The age-old custom of hurtling visitors downhill at breakneck speed in something resembling an over-sized laundry basked is thankfully very much alive on the Atlantic island of Madeira. Two men control the wide toboggan-style whicker baskets (known locally as carros de cesto) with hand-ropes attached to wooden runners firmly secured underneath the vehicle to create a unique kind of sleigh ride without the snow once described by Ernest Hemingway as ‘exhilarating’.
The drivers, neatly dressed in white with straw boaters, run on either side of the toboggan in a nimble leaning-back gait. Sometimes without warning they might even jump on the back to enjoy the ride whilst twisting and swaying the vehicle to gain more speed.
Once upon a time, these toboggans were a popular means of transport for the locals who used them for carrying both people and provisions down the island’s precipitous slopes.
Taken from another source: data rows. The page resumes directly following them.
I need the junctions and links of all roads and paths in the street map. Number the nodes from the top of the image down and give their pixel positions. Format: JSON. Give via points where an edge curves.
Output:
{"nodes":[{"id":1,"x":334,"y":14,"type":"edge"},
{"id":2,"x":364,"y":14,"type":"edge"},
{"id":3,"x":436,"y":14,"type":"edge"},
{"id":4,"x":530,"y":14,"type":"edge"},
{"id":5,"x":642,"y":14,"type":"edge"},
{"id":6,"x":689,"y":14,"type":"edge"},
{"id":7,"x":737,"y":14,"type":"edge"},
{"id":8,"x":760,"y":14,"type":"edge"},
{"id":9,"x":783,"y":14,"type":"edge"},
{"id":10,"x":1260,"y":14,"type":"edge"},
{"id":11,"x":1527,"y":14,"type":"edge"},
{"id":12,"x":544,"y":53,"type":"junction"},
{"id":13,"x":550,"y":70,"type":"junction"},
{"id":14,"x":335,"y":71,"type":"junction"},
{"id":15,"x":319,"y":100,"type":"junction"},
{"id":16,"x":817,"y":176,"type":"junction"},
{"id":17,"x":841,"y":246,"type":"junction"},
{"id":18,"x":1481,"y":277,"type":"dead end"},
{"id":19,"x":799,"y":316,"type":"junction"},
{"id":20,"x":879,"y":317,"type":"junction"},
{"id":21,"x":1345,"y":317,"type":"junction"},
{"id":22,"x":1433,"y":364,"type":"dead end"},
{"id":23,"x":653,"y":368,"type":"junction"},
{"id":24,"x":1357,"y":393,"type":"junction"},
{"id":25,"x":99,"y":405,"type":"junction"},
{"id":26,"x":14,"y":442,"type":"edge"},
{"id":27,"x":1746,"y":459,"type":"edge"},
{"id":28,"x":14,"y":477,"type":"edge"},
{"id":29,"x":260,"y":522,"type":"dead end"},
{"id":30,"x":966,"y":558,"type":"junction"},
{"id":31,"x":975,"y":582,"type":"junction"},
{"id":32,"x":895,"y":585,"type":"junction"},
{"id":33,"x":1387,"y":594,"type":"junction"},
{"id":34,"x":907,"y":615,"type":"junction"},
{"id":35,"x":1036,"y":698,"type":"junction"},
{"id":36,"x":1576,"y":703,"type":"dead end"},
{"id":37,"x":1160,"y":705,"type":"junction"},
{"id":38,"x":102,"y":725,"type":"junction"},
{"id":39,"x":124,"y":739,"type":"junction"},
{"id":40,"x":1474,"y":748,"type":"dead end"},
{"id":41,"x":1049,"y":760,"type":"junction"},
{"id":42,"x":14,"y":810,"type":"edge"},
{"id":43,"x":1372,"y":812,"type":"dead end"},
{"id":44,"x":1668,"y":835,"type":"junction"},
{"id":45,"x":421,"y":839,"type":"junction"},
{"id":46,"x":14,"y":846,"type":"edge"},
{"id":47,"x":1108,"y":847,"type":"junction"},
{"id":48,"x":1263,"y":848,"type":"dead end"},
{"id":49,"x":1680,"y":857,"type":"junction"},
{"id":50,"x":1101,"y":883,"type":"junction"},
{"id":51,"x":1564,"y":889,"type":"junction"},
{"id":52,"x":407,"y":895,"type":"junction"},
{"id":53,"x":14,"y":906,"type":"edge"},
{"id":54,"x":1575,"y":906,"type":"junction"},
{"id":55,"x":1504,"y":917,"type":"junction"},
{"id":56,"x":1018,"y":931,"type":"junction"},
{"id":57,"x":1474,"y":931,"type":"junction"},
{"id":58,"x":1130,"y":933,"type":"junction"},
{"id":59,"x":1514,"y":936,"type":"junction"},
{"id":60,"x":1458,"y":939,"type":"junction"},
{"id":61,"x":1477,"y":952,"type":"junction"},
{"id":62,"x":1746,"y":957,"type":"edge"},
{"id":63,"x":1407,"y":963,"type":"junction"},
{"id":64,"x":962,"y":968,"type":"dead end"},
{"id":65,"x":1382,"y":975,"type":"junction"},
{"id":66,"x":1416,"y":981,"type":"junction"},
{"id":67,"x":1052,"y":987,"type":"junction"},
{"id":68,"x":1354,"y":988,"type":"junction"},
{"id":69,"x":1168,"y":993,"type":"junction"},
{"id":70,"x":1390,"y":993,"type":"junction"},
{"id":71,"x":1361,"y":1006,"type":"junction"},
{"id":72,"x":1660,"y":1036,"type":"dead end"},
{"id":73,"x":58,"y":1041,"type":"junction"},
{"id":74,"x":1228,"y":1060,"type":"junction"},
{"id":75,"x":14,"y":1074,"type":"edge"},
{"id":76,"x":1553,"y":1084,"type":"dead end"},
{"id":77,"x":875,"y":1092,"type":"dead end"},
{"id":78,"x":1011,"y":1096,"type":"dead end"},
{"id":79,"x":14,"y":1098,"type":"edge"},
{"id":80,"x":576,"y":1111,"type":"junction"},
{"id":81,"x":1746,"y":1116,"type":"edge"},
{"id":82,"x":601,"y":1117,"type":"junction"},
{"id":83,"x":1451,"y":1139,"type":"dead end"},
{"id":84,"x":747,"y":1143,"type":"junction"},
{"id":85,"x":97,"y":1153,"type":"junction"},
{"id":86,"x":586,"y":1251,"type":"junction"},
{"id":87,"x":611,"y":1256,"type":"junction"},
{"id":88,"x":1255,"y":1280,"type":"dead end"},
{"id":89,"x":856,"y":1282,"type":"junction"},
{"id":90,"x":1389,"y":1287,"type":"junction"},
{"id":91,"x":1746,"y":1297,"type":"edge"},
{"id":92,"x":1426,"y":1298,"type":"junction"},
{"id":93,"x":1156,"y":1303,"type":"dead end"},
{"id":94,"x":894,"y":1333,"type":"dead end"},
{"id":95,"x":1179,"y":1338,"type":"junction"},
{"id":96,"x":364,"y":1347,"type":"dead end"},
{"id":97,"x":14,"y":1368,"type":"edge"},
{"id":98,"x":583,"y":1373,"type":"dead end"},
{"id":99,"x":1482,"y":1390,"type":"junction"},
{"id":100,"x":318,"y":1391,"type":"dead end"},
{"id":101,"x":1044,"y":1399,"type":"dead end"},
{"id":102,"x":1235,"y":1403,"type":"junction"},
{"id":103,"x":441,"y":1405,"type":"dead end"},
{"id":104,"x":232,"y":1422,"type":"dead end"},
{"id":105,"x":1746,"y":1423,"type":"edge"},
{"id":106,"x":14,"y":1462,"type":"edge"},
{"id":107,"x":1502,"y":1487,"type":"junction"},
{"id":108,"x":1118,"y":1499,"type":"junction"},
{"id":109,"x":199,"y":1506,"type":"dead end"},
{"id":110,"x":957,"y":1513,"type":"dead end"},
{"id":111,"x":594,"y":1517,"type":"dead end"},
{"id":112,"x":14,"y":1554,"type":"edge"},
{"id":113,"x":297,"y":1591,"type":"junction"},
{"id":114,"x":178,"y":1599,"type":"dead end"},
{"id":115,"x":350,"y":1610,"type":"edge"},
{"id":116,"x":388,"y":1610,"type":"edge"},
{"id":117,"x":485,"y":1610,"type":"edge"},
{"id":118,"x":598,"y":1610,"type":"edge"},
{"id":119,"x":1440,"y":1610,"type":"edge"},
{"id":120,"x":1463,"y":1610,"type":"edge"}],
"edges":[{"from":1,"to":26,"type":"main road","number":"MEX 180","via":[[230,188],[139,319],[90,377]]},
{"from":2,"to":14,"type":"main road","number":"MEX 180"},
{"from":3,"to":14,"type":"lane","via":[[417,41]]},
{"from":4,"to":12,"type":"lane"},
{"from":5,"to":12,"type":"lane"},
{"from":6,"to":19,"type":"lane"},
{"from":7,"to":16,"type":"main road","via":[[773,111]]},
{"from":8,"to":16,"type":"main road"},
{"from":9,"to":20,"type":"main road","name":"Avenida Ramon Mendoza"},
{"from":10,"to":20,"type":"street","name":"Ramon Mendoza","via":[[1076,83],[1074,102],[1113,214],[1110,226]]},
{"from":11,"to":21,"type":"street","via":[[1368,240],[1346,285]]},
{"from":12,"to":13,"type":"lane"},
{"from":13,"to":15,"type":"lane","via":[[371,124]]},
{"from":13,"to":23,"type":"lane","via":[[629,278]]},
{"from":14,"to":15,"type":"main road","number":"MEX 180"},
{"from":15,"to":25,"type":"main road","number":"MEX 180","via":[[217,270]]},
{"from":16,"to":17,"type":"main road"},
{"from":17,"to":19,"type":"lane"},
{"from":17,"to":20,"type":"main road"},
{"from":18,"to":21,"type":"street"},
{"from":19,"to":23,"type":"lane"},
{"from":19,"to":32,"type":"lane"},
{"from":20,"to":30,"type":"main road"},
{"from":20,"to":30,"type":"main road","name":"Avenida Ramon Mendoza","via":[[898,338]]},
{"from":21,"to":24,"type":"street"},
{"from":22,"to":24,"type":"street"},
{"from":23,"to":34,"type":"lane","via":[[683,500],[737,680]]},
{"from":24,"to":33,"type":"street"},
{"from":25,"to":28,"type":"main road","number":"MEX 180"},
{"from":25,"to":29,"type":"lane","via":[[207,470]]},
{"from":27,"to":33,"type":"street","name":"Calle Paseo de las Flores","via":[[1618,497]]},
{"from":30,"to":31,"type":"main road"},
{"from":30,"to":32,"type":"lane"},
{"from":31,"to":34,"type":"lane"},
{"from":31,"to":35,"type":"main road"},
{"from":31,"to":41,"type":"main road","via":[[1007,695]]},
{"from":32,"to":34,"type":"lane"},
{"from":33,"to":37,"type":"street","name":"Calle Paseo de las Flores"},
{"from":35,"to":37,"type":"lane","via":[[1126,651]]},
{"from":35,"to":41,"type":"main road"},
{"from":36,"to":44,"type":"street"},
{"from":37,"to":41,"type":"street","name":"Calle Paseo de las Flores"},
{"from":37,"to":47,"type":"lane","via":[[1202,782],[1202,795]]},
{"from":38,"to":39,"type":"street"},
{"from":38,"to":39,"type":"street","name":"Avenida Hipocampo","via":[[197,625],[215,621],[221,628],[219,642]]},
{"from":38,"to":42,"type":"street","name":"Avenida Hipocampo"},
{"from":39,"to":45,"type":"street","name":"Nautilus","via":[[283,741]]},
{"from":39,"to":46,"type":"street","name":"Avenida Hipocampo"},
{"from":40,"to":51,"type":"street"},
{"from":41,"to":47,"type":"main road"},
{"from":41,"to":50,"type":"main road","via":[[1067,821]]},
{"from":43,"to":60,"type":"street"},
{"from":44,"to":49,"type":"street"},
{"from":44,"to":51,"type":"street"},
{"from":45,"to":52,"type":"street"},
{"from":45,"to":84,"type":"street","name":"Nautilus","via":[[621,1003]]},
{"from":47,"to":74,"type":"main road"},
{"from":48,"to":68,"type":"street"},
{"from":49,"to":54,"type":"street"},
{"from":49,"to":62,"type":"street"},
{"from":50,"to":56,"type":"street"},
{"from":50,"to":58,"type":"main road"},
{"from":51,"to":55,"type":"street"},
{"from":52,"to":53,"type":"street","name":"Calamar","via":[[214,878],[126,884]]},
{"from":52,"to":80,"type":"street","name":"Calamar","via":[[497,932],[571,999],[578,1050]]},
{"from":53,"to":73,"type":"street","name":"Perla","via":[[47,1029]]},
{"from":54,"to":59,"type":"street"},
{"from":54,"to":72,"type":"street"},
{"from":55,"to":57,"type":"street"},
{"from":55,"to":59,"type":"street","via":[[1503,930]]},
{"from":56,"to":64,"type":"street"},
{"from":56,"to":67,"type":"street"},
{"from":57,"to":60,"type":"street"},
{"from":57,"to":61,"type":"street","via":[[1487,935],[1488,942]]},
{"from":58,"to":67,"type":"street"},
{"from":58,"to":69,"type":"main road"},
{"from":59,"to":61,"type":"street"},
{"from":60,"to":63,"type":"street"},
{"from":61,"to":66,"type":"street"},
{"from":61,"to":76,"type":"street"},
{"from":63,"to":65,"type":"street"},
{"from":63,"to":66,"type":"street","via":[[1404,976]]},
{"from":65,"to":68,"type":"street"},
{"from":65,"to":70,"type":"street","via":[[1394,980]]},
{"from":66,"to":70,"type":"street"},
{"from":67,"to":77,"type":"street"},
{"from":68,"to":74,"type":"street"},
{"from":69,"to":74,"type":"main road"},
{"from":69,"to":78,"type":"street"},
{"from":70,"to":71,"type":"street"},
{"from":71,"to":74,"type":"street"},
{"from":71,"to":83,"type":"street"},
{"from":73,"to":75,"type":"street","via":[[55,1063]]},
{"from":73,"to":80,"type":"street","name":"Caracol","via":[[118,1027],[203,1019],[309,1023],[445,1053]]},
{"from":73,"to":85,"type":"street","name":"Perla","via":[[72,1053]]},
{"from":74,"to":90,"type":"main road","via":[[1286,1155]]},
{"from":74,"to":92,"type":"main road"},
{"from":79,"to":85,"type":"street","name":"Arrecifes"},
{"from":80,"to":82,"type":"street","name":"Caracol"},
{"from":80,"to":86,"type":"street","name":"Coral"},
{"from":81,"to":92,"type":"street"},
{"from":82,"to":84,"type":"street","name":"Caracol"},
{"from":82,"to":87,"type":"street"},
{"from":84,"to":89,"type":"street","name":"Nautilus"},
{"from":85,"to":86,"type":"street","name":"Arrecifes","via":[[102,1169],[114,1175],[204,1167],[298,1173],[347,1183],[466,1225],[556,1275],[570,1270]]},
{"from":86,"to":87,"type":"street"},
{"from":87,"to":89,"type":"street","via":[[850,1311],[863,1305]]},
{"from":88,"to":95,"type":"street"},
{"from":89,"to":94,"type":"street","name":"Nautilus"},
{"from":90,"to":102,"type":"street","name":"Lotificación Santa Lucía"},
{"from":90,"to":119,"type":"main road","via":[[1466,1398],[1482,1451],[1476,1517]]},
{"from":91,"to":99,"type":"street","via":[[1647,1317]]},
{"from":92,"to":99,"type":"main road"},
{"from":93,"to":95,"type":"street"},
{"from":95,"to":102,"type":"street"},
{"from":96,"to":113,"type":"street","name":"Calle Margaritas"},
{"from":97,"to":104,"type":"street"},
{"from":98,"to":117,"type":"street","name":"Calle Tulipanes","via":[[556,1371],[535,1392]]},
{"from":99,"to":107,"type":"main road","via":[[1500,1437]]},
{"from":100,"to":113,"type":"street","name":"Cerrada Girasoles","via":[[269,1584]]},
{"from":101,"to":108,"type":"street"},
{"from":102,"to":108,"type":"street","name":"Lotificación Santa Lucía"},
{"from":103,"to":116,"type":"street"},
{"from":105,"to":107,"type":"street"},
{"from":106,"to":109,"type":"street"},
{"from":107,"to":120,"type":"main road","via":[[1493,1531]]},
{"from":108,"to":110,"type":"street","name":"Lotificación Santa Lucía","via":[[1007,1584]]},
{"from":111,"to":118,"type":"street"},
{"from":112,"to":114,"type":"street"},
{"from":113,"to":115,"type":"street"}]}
Nowadays, the action-packed 30-minute ride from Monte in the mountains to the historic centre of Madeira’s delightful capital, Funchal, is mostly for the tourists who reach the bottom feeling quite breathless after rumbling along a succession of steep cobblestone streets at speeds approaching 30 kilometres per hour.
Popular for its cool climate, luxuriant vegetation and head-spinning views, Monte itself is an idyllic hillside community nestled amidst towering trees and an abundance of subtropical flowers about 5 kilometres above the old part of the city. A renowned health resort in the 19th century, the village is also popular for its glass-bubble cablecar and sprawling botanical gardens with onsite natural history museum.